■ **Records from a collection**
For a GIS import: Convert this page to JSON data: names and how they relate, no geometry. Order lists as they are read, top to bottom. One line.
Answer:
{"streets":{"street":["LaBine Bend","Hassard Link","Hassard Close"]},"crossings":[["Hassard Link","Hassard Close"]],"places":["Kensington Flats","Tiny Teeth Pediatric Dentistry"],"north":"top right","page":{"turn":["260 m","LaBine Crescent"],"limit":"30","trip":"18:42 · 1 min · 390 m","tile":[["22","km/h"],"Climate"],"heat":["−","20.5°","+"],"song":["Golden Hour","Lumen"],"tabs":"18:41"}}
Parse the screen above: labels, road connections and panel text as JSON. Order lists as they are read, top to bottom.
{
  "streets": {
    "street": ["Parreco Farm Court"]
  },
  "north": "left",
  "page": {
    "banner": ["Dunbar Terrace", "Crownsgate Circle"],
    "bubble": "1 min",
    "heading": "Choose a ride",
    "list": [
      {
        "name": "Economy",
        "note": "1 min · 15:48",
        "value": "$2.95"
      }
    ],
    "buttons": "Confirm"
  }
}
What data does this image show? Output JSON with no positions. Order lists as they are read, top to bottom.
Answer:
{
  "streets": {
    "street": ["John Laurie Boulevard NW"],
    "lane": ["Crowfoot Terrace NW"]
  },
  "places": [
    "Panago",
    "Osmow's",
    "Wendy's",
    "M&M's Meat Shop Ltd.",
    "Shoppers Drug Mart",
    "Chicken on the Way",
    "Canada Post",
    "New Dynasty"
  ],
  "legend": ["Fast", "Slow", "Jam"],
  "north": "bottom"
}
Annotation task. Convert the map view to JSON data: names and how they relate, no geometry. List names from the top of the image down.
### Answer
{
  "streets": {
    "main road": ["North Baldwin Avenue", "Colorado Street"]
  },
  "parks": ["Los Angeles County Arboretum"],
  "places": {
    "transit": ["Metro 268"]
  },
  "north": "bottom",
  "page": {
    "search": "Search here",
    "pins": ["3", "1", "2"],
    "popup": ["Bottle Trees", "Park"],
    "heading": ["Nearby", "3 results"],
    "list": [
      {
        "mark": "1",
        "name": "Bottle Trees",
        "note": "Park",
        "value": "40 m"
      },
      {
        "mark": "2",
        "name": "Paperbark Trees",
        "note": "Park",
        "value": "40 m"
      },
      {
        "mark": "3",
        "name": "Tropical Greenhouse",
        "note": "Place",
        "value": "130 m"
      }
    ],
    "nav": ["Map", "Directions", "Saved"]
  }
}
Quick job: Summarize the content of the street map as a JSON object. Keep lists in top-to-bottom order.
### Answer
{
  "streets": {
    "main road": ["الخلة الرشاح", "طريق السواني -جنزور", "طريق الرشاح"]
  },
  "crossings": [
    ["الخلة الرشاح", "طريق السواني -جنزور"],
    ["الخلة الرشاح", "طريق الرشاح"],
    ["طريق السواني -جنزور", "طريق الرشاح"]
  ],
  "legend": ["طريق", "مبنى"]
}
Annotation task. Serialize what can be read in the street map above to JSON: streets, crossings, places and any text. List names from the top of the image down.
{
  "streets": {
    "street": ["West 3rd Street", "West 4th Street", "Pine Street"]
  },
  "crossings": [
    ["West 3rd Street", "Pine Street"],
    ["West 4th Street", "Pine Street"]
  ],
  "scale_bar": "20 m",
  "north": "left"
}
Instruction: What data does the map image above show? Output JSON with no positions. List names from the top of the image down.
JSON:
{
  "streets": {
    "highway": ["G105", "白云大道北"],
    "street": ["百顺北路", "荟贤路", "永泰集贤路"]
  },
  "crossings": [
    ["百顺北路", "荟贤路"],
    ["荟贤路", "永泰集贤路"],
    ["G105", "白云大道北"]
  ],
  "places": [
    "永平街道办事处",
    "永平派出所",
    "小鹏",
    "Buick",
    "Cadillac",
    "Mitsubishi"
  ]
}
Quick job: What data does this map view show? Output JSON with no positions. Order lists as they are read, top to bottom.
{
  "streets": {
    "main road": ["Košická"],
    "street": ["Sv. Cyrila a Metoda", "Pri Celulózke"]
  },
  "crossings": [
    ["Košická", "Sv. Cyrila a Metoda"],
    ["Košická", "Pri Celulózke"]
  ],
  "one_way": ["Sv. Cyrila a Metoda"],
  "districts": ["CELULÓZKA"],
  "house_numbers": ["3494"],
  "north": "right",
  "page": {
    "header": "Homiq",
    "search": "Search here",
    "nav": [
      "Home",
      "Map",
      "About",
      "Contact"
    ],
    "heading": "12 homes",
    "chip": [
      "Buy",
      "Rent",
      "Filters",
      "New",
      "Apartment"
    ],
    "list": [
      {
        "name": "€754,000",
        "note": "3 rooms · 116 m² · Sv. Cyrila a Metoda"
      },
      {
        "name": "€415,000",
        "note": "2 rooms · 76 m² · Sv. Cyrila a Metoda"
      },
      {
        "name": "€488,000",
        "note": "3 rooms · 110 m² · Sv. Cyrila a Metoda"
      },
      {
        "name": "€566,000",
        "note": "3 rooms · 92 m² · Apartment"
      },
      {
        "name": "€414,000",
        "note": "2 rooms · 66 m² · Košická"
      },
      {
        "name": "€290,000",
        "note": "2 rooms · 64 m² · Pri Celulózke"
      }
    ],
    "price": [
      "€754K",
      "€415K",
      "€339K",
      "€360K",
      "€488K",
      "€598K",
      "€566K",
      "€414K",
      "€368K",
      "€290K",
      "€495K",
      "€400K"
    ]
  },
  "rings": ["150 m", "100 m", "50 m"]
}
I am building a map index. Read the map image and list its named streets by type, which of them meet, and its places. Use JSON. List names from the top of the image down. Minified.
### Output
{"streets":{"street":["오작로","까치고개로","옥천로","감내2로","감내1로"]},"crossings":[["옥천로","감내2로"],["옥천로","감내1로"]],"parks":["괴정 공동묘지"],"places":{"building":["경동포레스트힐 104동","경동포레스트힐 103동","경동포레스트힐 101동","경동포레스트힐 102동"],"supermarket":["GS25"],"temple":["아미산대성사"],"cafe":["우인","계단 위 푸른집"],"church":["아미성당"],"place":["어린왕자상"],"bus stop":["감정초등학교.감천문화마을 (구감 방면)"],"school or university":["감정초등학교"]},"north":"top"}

■ **Exercise**
Set down every entry once more, exactly as it was written above.

■ **Answer box**
For a GIS import: Convert this page to JSON data: names and how they relate, no geometry. Order lists as they are read, top to bottom. One line.
Answer:
{"streets":{"street":["LaBine Bend","Hassard Link","Hassard Close"]},"crossings":[["Hassard Link","Hassard Close"]],"places":["Kensington Flats","Tiny Teeth Pediatric Dentistry"],"north":"top right","page":{"turn":["260 m","LaBine Crescent"],"limit":"30","trip":"18:42 · 1 min · 390 m","tile":[["22","km/h"],"Climate"],"heat":["−","20.5°","+"],"song":["Golden Hour","Lumen"],"tabs":"18:41"}}
Parse the screen above: labels, road connections and panel text as JSON. Order lists as they are read, top to bottom.
{
  "streets": {
    "street": ["Parreco Farm Court"]
  },
  "north": "left",
  "page": {
    "banner": ["Dunbar Terrace", "Crownsgate Circle"],
    "bubble": "1 min",
    "heading": "Choose a ride",
    "list": [
      {
        "name": "Economy",
        "note": "1 min · 15:48",
        "value": "$2.95"
      }
    ],
    "buttons": "Confirm"
  }
}
What data does this image show? Output JSON with no positions. Order lists as they are read, top to bottom.
Answer:
{
  "streets": {
    "street": ["John Laurie Boulevard NW"],
    "lane": ["Crowfoot Terrace NW"]
  },
  "places": [
    "Panago",
    "Osmow's",
    "Wendy's",
    "M&M's Meat Shop Ltd.",
    "Shoppers Drug Mart",
    "Chicken on the Way",
    "Canada Post",
    "New Dynasty"
  ],
  "legend": ["Fast", "Slow", "Jam"],
  "north": "bottom"
}
Annotation task. Convert the map view to JSON data: names and how they relate, no geometry. List names from the top of the image down.
### Answer
{
  "streets": {
    "main road": ["North Baldwin Avenue", "Colorado Street"]
  },
  "parks": ["Los Angeles County Arboretum"],
  "places": {
    "transit": ["Metro 268"]
  },
  "north": "bottom",
  "page": {
    "search": "Search here",
    "pins": ["3", "1", "2"],
    "popup": ["Bottle Trees", "Park"],
    "heading": ["Nearby", "3 results"],
    "list": [
      {
        "mark": "1",
        "name": "Bottle Trees",
        "note": "Park",
        "value": "40 m"
      },
      {
        "mark": "2",
        "name": "Paperbark Trees",
        "note": "Park",
        "value": "40 m"
      },
      {
        "mark": "3",
        "name": "Tropical Greenhouse",
        "note": "Place",
        "value": "130 m"
      }
    ],
    "nav": ["Map", "Directions", "Saved"]
  }
}
Quick job: Summarize the content of the street map as a JSON object. Keep lists in top-to-bottom order.
### Answer
{
  "streets": {
    "main road": ["الخلة الرشاح", "طريق السواني -جنزور", "طريق الرشاح"]
  },
  "crossings": [
    ["الخلة الرشاح", "طريق السواني -جنزور"],
    ["الخلة الرشاح", "طريق الرشاح"],
    ["طريق السواني -جنزور", "طريق الرشاح"]
  ],
  "legend": ["طريق", "مبنى"]
}
Annotation task. Serialize what can be read in the street map above to JSON: streets, crossings, places and any text. List names from the top of the image down.
{
  "streets": {
    "street": ["West 3rd Street", "West 4th Street", "Pine Street"]
  },
  "crossings": [
    ["West 3rd Street", "Pine Street"],
    ["West 4th Street", "Pine Street"]
  ],
  "scale_bar": "20 m",
  "north": "left"
}
Instruction: What data does the map image above show? Output JSON with no positions. List names from the top of the image down.
JSON:
{
  "streets": {
    "highway": ["G105", "白云大道北"],
    "street": ["百顺北路", "荟贤路", "永泰集贤路"]
  },
  "crossings": [
    ["百顺北路", "荟贤路"],
    ["荟贤路", "永泰集贤路"],
    ["G105", "白云大道北"]
  ],
  "places": [
    "永平街道办事处",
    "永平派出所",
    "小鹏",
    "Buick",
    "Cadillac",
    "Mitsubishi"
  ]
}
Quick job: What data does this map view show? Output JSON with no positions. Order lists as they are read, top to bottom.
{
  "streets": {
    "main road": ["Košická"],
    "street": ["Sv. Cyrila a Metoda", "Pri Celulózke"]
  },
  "crossings": [
    ["Košická", "Sv. Cyrila a Metoda"],
    ["Košická", "Pri Celulózke"]
  ],
  "one_way": ["Sv. Cyrila a Metoda"],
  "districts": ["CELULÓZKA"],
  "house_numbers": ["3494"],
  "north": "right",
  "page": {
    "header": "Homiq",
    "search": "Search here",
    "nav": [
      "Home",
      "Map",
      "About",
      "Contact"
    ],
    "heading": "12 homes",
    "chip": [
      "Buy",
      "Rent",
      "Filters",
      "New",
      "Apartment"
    ],
    "list": [
      {
        "name": "€754,000",
        "note": "3 rooms · 116 m² · Sv. Cyrila a Metoda"
      },
      {
        "name": "€415,000",
        "note": "2 rooms · 76 m² · Sv. Cyrila a Metoda"
      },
      {
        "name": "€488,000",
        "note": "3 rooms · 110 m² · Sv. Cyrila a Metoda"
      },
      {
        "name": "€566,000",
        "note": "3 rooms · 92 m² · Apartment"
      },
      {
        "name": "€414,000",
        "note": "2 rooms · 66 m² · Košická"
      },
      {
        "name": "€290,000",
        "note": "2 rooms · 64 m² · Pri Celulózke"
      }
    ],
    "price": [
      "€754K",
      "€415K",
      "€339K",
      "€360K",
      "€488K",
      "€598K",
      "€566K",
      "€414K",
      "€368K",
      "€290K",
      "€495K",
      "€400K"
    ]
  },
  "rings": ["150 m", "100 m", "50 m"]
}
I am building a map index. Read the map image and list its named streets by type, which of them meet, and its places. Use JSON. List names from the top of the image down. Minified.
### Output
{"streets":{"street":["오작로","까치고개로","옥천로","감내2로","감내1로"]},"crossings":[["옥천로","감내2로"],["옥천로","감내1로"]],"parks":["괴정 공동묘지"],"places":{"building":["경동포레스트힐 104동","경동포레스트힐 103동","경동포레스트힐 101동","경동포레스트힐 102동"],"supermarket":["GS25"],"temple":["아미산대성사"],"cafe":["우인","계단 위 푸른집"],"church":["아미성당"],"place":["어린왕자상"],"bus stop":["감정초등학교.감천문화마을 (구감 방면)"],"school or university":["감정초등학교"]},"north":"top"}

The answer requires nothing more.